- Location: Dnipro, Ukraine
- Date: 15 July 2022 21:00 (UTC+3)
- Target: Pivdenmash and residential district
- Attack type: Missile strike
- Weapons: Kh-101 cruise missiles
- Deaths: 4
- Injured: 16
- Perpetrators: Russian Armed Forces

= Missile strike on Dnipro on 15 July 2022 =

The missile strike on the city of Dnipro was a missile attack carried out by Russian forces on 15 July 2022 during the Russian invasion of Ukraine. Four people were killed and 16 were injured.

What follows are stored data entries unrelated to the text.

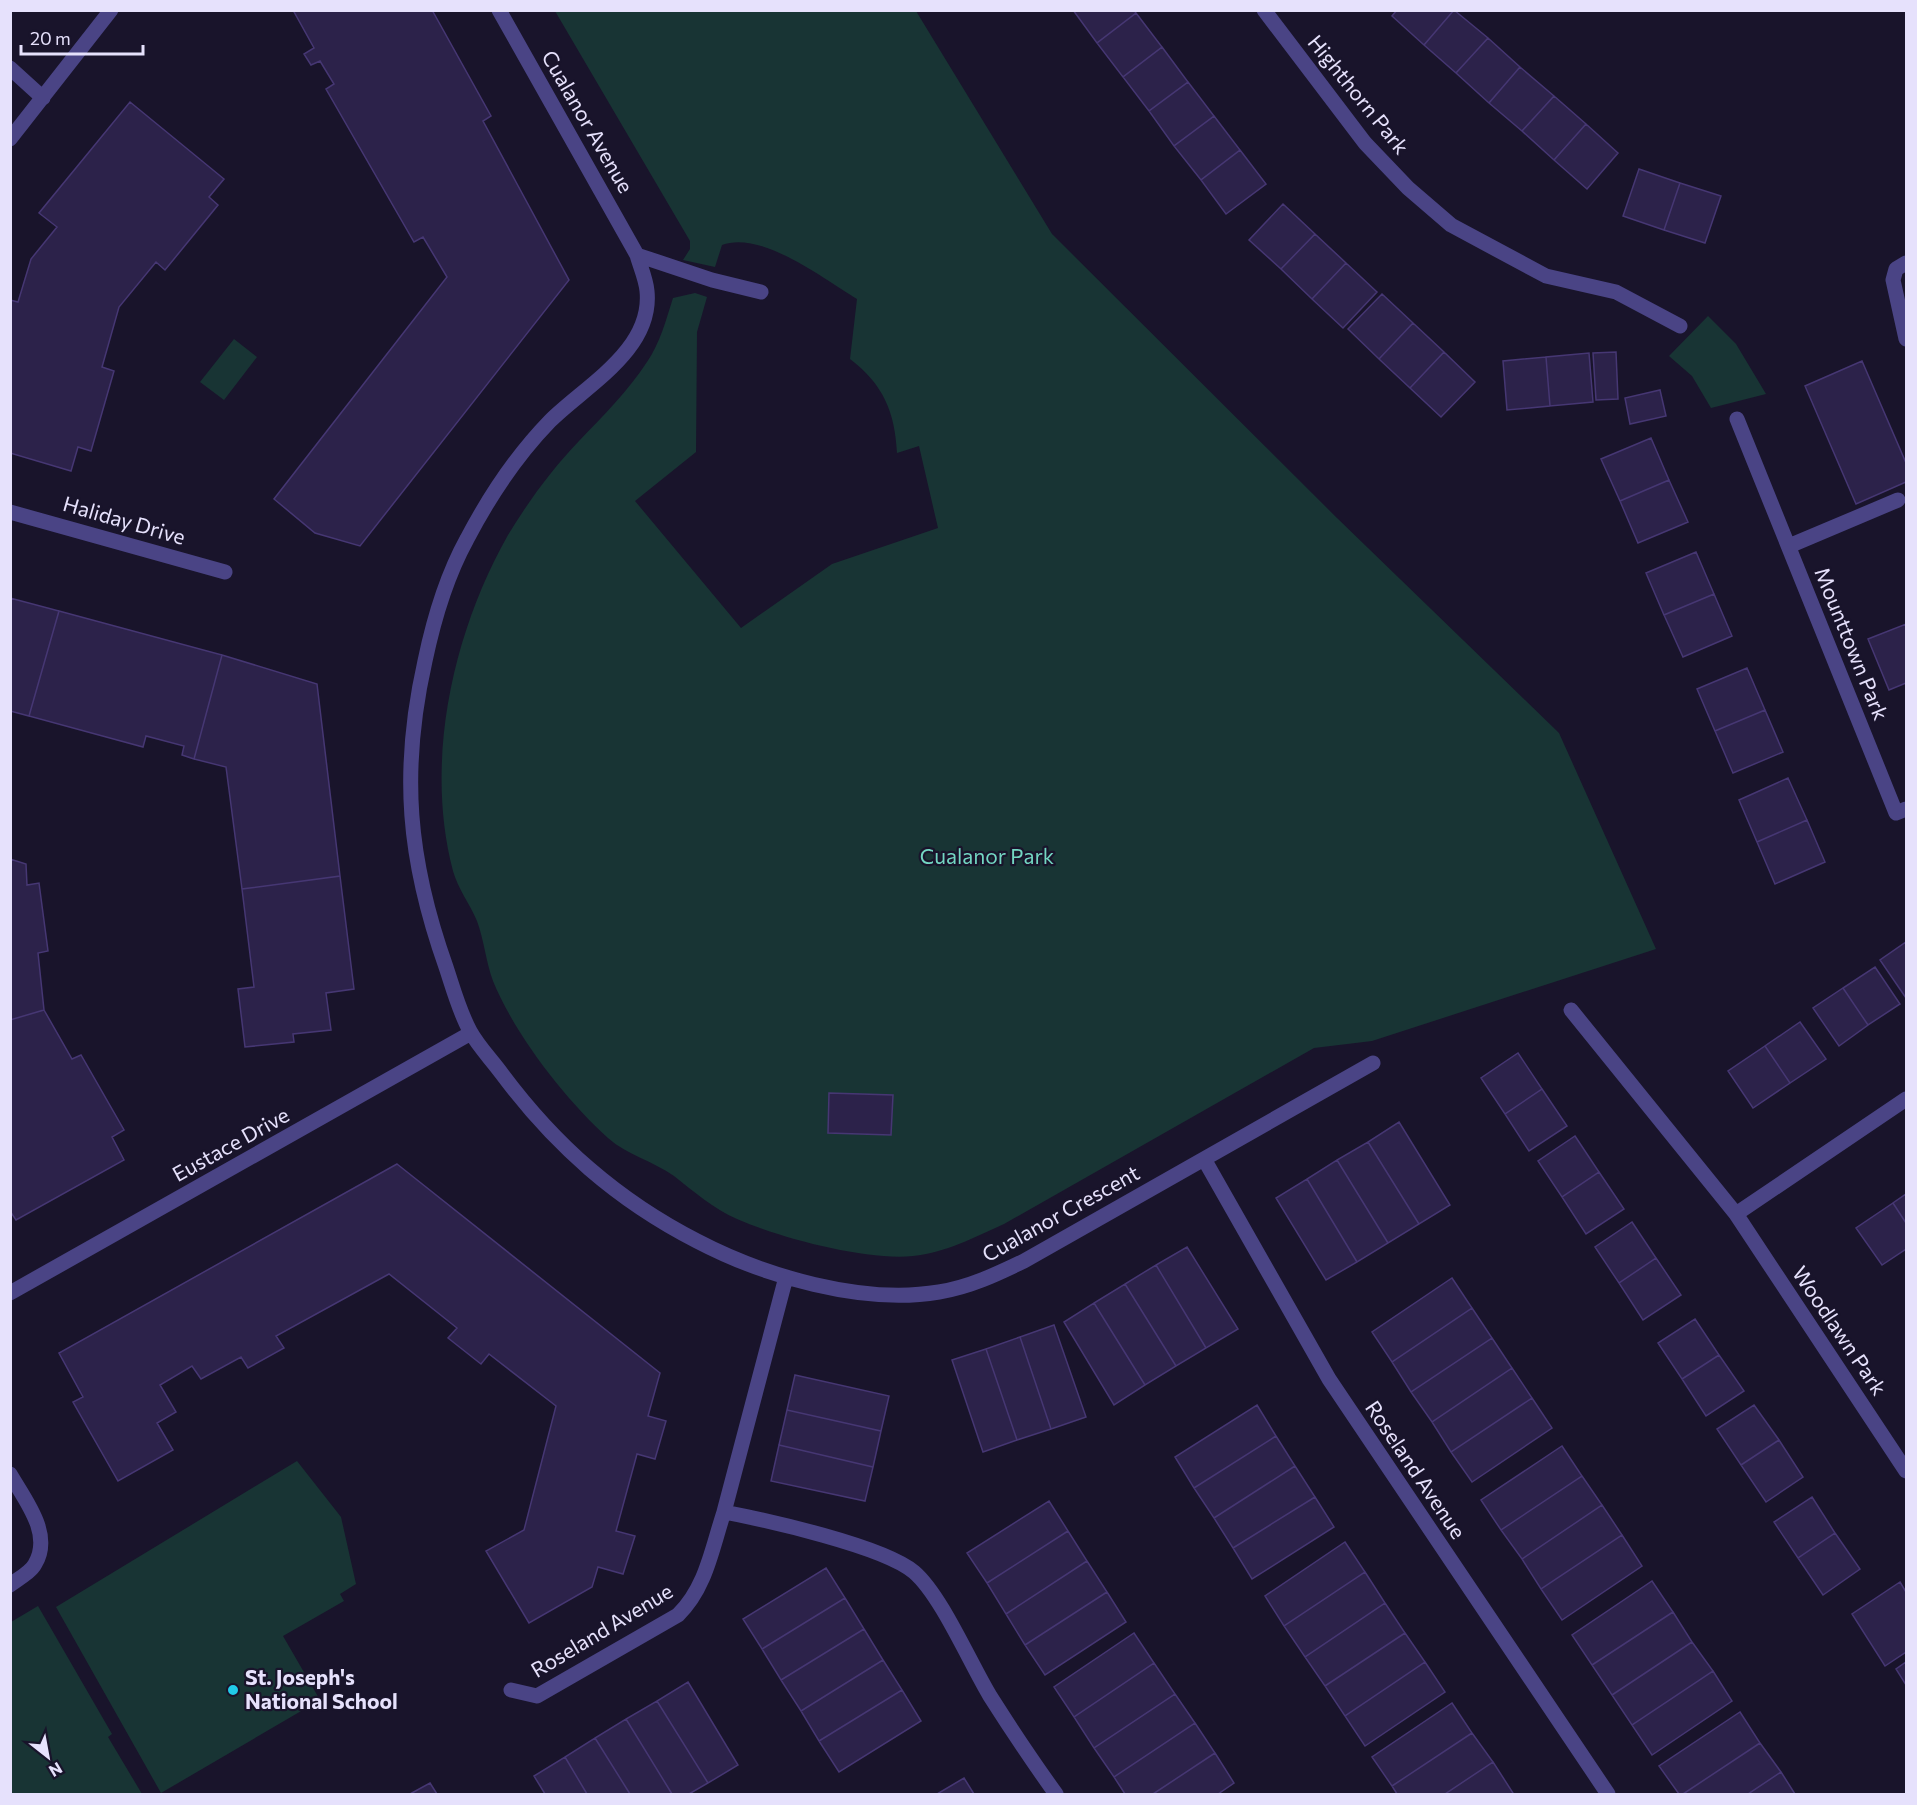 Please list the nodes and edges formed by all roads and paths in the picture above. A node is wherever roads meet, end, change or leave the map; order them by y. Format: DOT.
graph roads {
  1 [pos="111,10"];
  2 [pos="499,10"];
  3 [pos="1264,10"];
  4 [pos="10,68"];
  5 [pos="43,98"];
  6 [pos="10,139"];
  7 [pos="637,255"];
  8 [pos="1906,263"];
  9 [pos="761,292"];
  10 [pos="1680,326"];
  11 [pos="1906,339"];
  12 [pos="1737,419"];
  13 [pos="1898,500"];
  14 [pos="10,512"];
  15 [pos="1789,546"];
  16 [pos="225,572"];
  17 [pos="1906,809"];
  18 [pos="1571,1010"];
  19 [pos="471,1033"];
  20 [pos="1373,1063"];
  21 [pos="1906,1099"];
  22 [pos="1204,1159"];
  23 [pos="1736,1214"];
  24 [pos="786,1277"];
  25 [pos="10,1293"];
  26 [pos="1906,1471"];
  27 [pos="10,1474"];
  28 [pos="724,1512"];
  29 [pos="10,1584"];
  30 [pos="511,1690"];
  31 [pos="1056,1794"];
  32 [pos="1608,1794"];
  1 -- 5 [label="street"];
  2 -- 7 [label="street, Cualanor Avenue"];
  3 -- 10 [label="street, Highthorn Park"];
  4 -- 5 [label="street"];
  5 -- 6 [label="street"];
  7 -- 9 [label="street"];
  7 -- 19 [label="street, Cualanor Crescent"];
  8 -- 11 [label="street"];
  12 -- 15 [label="street, Mounttown Park"];
  13 -- 15 [label="street"];
  14 -- 16 [label="street, Haliday Drive"];
  15 -- 17 [label="street, Mounttown Park"];
  18 -- 23 [label="street, Woodlawn Park"];
  19 -- 24 [label="street, Cualanor Crescent"];
  19 -- 25 [label="street, Eustace Drive"];
  20 -- 22 [label="street, Cualanor Crescent"];
  21 -- 23 [label="street"];
  22 -- 24 [label="street, Cualanor Crescent"];
  22 -- 32 [label="street, Roseland Avenue"];
  23 -- 26 [label="street, Woodlawn Park"];
  24 -- 28 [label="street, Roseland Avenue"];
  27 -- 29 [label="street"];
  28 -- 30 [label="street, Roseland Avenue"];
  28 -- 31 [label="street"];
} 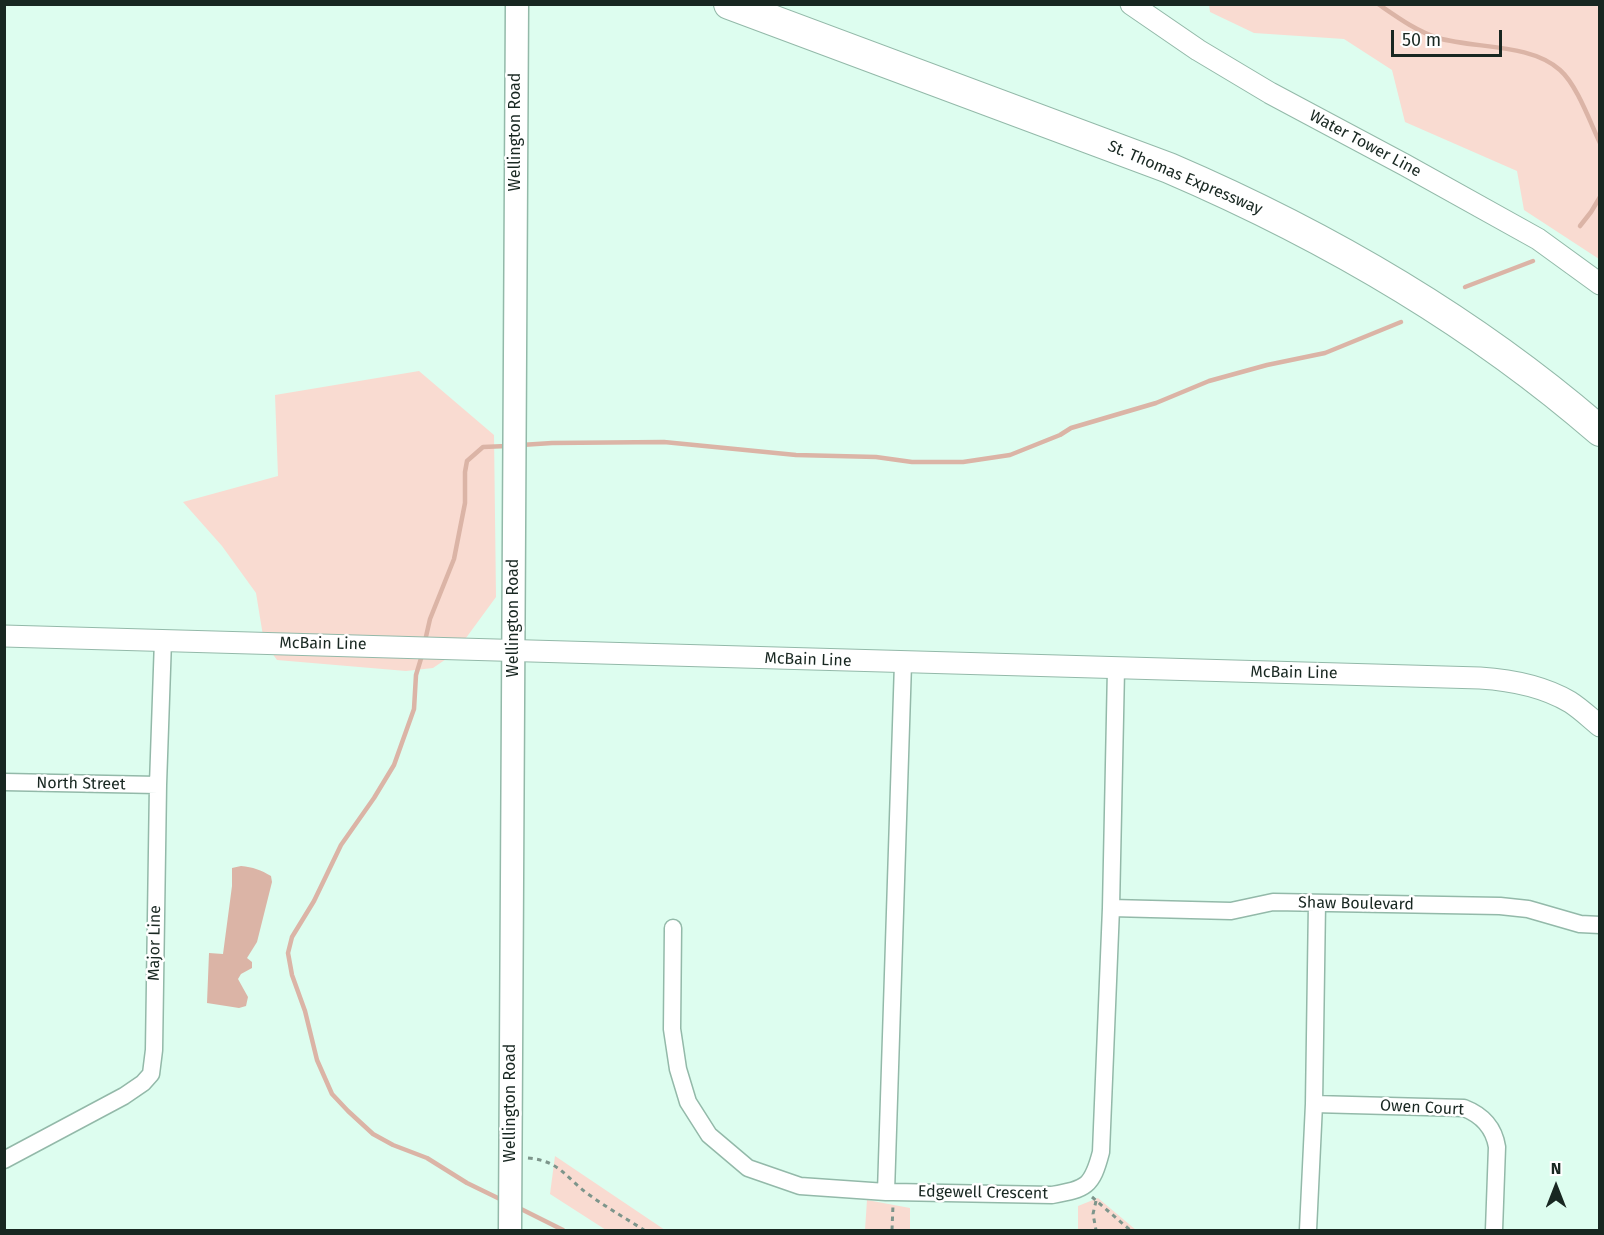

The city was targeted by Tu-95 TS aircraft from the northern part of the Caspian Sea using Kh-101 missiles. According to preliminary reports, a total of 8 missiles were fired. Four missiles were shot down by Ukrainian air defences. Each missile costs $13 million (the eight missiles cost Russia over $100 million).

Some of the missiles struck the Pivdenmash plant. The strike damaged the town’s water supply system, leaving some residents without water. More than ten vehicles were damaged, and doors and windows in residential buildings were shattered.

== Background ==
Dnipro is located about a hundred kilometres from the front line, and the Dnipropetrovsk region comes under fire almost every day.

== Victims ==
Four people were killed. One of the victims was a city bus driver. On the first day, 15 people were reported to have been injured, and the following day that number rose to 16.